Similarly, the company had undertaken major acquisitions throughout the year which had included 100% of Delphi Technologies PLC (DLPH) in order to strengthen and scale up its hold on electronic products. Moreover, the German EV battery manufacturer, AKASOL AG (OTCPK:AKSLF) was acquired by the purchase of 89% of its ordinary outstanding shares. The moves are a clear indication of the company’s growth prospects, which could prove useful in the upcoming inflationary period. These long-term investments are such that the value translation would result in several years later, as opposed to immediate growth spurts in EPS.
On the basis of a number of metrics, I believe BWA stands largely undervalued, especially given the investment potential it holds during the current inflationary macroeconomic conditions faced by the market. Firstly, the stock stands as being heavily undervalued, in comparison to its fair value. This undervaluation is almost at 70%, which indicates why this stock is such a strong buy.
Similarly, the stock’s PE ratio of 8.87 as of May 2022 is below the sector median of 11.42. This significant gap indicates that earnings from BWA come at a higher yield for investors, making it a potentially efficient investment. It further reinforces that view of the stock being undervalued in comparison to the broader market.
Additionally, its low PEG ratio of 0.34 and P/S ratio of 0.59 further indicate its undervaluation, which investors will eventually capitalize on, as a result of which the stock’s price will be driven up, and BWA would achieve stability. Its Price to Book ratio of 1.27 is also below the sector median of 2.6, highlighting that the stock is currently trading at a substantial discount.
The most significant risk that pertains to the BWA sustainability, which is especially relevant to investors considering long positions in the stock during the wider macroeconomic disruptions impacting the global markets, is the pressure it faces from original automotive manufacturers [OAMs] to drive down costs. OEM customers that anticipate an improvement in EV engines, in terms of efficiency and cost, demand annual product price reductions, which could prove unsustainable for BorgWarner Inc. The company’s business strategy to ensure these price reductions is to reduce its supply-side costs, whilst further attempting to bring down operational inefficiencies within its production processes.
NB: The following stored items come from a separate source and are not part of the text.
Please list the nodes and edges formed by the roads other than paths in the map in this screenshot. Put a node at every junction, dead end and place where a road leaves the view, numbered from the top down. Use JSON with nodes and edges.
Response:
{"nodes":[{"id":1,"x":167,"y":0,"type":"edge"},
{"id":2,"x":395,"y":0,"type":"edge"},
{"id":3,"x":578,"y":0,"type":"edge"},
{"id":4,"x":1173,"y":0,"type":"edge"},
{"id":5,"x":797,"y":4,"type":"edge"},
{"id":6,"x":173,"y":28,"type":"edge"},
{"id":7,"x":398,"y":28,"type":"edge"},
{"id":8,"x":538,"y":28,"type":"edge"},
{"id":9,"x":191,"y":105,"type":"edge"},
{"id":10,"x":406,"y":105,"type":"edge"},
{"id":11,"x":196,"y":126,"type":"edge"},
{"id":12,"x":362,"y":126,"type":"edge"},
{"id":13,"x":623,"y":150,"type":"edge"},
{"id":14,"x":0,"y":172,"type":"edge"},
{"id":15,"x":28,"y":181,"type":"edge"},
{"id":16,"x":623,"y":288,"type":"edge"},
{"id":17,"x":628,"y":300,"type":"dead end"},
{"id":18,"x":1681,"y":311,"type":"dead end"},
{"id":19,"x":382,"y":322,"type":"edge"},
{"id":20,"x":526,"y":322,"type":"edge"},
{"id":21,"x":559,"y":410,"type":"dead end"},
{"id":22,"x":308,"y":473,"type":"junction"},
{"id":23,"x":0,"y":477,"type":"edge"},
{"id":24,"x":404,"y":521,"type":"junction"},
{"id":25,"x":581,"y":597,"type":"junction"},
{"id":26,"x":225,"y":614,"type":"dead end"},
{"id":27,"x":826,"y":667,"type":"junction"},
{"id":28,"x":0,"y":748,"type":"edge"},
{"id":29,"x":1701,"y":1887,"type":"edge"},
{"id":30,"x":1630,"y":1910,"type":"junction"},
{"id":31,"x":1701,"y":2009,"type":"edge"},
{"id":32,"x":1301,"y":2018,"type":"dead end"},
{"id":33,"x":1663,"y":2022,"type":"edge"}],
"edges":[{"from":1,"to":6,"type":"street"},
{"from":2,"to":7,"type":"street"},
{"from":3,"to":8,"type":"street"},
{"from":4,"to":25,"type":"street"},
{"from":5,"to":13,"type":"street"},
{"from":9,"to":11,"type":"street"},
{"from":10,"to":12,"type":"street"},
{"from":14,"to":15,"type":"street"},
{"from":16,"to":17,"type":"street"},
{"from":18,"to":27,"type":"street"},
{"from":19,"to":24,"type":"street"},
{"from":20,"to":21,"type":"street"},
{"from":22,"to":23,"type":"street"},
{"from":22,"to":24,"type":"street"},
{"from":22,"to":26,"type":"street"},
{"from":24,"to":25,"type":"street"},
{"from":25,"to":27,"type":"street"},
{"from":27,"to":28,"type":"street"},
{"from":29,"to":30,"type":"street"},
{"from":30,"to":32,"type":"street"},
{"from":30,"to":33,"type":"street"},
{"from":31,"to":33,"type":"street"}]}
As the broader macroeconomic conditions worsen, combating this challenge would become increasingly difficult, and a major share of the cost burden would need to be inevitably handed over to the customers. Securing contracts for lower-cost raw materials is also a viable option, however, it holds the risk of impacting the quality of BorgWarner products, which could prove devastating for the company’s long-term market growth prospects. In order to override this threat, the company would need to shift its strategic focus toward research and development which could continue its trend of low-cost and high-efficiency products. Some of these launched products from 2021 are highlighted below:
The automotive industry is currently undergoing a decline phase, given a wide range of macroeconomic and market shifts. However, BWA is a stock that is strategically positioned to rise above others, despite these challenges, standing ready to capitalize on these dynamic shifts.
I believe BWA is a good stock to buy during this period, when the industry is undergoing a transition towards a more sustainable form, given its impressive financial performance, as well as due to the sheer degree of its undervaluation. It is unlikely for the company’s growth to be adversely affected given the pressure amongst consumers to shift to electric and hybrid vehicle options. For those looking to park their savings in a high-growth stock, BWA is your go-to stock.